Dicevamo, quindi, che la struttura resta quella della serie, sei piccoli atti divisi in due parti che permettono alle sette ore di volare e di travolgerci. Sono gli anni ’80 di Reagan, precisamente il 1985, e l’AIDS dilaga come la nuova pestilenza moderna: è la malattia dei tossicodipendenti e degli omosessuali se a prendersela è la gente comune, ma diventa facilmente un cancro al fegato se a beccarsela è un uomo di potere come l’avvocato braccio destro di McCarthy, Roy Marcus Cohn, nonché all’epoca già mentore politico di un giovane e non ancora quarantenne Donald Trump! Ed ecco sul palcoscenico Elio De Capitani, straordinario, “americano” e indissolubile, un perfetto “fucking octopus” dall’inizio alla fine. Cerca il suo pupillo in Joe Pitt, che qui è Giusto Cucchiarini, che interpreta a pennello le frustrazioni di questo avvocato omosessuale alle prese con la psicopatia emotiva di sua moglie Harper, valium dipendente, interpretata da una straordinaria Giulia Viana che, se abbiamo la fortuna di guardarla dalle prime file, ha la follia, lo smarrimento e la rabbia in ogni angolo del volto. Joe incontrerà per caso Louis Irons, ebreo e progressista, un perfetto Marco De Gaudio, nei bagni della Corte d’Appello di Brooklyn, disperato dopo aver scoperto che il suo compagno Prior ha l’AIDS. Prior Walter – il trentaquattresimo Prior Walter dell sua stirpe! – è un superlativo Angelo Di Genio che incarna le mille sfaccettature di questo personaggio sfortunato ma prescelto per diventare il profeta che salverà gli uomini, per ricondurli al cospetto di Dio: sarà un Prior disperato e distrutto dalla malattia e dall’abbandono di Louis e una meravigliosa Drag Queen – con i costumi di Ferdinando Bruni – nel’allucinazione e nel sogno sovrapposti di Harper e Prior, dove la soglia della rivelazione si svela per i due personaggi, dando a entrambi un luce di speranza. Accanto a Prior, l’infermiere e amico o “cherie bichette” Belize, un eccentrico e divertente Alessandro Lussiana, poi c’è il meraviglioso e sensuale Angelo, interpretato da Sara Borsarelli, e ancora la tenace Ida Marinelli nelle vesti di Mamma Pitt e lei, una spaventosa e adorabile Cristina Crippa che diventa una spettrale Ethel Rosenberg, condannata a morte come spia comunista insieme a suo marito Julius, grazie all’intercessione dell’avvocato Cohn.

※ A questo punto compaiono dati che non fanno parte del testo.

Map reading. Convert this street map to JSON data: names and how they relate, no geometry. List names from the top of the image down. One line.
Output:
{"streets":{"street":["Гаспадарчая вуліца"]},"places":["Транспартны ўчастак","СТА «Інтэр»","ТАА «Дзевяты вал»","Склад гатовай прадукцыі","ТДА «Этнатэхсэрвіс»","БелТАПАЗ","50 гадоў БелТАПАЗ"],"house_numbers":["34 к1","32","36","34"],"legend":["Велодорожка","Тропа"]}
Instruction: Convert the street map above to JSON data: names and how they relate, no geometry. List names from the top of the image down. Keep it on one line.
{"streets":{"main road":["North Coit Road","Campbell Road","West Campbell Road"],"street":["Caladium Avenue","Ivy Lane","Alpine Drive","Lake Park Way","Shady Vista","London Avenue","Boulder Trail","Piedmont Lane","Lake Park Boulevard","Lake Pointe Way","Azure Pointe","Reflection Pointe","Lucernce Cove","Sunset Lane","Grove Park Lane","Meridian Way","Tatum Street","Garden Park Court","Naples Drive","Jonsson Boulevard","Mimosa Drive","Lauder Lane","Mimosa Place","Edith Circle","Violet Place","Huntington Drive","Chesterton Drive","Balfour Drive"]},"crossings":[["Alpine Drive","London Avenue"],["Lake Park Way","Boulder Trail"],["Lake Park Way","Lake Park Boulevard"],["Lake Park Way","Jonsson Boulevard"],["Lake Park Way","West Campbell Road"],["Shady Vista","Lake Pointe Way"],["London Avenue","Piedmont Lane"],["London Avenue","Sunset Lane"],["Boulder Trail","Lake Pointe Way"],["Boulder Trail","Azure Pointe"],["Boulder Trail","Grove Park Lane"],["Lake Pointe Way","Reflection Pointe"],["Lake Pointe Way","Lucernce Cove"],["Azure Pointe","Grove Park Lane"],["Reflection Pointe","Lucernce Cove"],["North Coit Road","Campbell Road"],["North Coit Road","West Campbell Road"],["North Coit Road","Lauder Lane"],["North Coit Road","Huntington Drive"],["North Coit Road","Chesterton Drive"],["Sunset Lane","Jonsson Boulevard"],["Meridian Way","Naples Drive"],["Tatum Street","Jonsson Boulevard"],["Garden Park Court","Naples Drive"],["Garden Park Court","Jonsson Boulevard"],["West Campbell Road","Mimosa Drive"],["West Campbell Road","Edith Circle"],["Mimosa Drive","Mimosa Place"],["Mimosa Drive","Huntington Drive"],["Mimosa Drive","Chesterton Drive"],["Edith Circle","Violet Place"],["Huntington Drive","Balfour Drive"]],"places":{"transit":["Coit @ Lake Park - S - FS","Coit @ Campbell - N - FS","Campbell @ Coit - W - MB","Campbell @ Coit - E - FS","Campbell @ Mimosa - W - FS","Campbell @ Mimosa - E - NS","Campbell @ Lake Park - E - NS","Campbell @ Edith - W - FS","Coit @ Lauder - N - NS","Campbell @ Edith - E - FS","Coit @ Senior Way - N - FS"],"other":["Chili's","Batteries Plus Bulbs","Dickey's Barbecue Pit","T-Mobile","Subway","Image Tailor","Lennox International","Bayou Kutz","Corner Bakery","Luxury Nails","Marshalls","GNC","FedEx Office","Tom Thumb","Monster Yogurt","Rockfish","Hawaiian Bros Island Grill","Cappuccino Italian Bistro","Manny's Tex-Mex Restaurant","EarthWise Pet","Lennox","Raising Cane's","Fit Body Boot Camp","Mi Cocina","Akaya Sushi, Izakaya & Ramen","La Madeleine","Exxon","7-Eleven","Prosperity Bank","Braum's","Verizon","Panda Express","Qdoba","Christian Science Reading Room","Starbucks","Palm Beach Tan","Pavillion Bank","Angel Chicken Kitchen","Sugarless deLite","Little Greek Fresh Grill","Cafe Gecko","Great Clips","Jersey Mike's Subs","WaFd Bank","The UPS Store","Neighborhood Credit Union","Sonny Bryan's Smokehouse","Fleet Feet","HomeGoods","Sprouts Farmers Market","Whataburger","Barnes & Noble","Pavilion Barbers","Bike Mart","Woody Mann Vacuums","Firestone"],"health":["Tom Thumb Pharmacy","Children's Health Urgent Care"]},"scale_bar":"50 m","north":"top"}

Un capolavoro, ricco di paure, fragilità e illusioni ma anche di tanta illuminata speranza e di bellezza, inequivocabile, ineguagliabile perché è in grado di dire la verità, di raccontare ciò che siamo anche di fronte a situazioni al limite, davanti alla follia, alla morte e alla malattia. E al cospetto di Dio.
Uno spettacolo che potrebbe cambiarvi la vita, ve lo assicuro. In scena dal 26 ottobre 2019 al Teatro Elfo Puccini di Milano!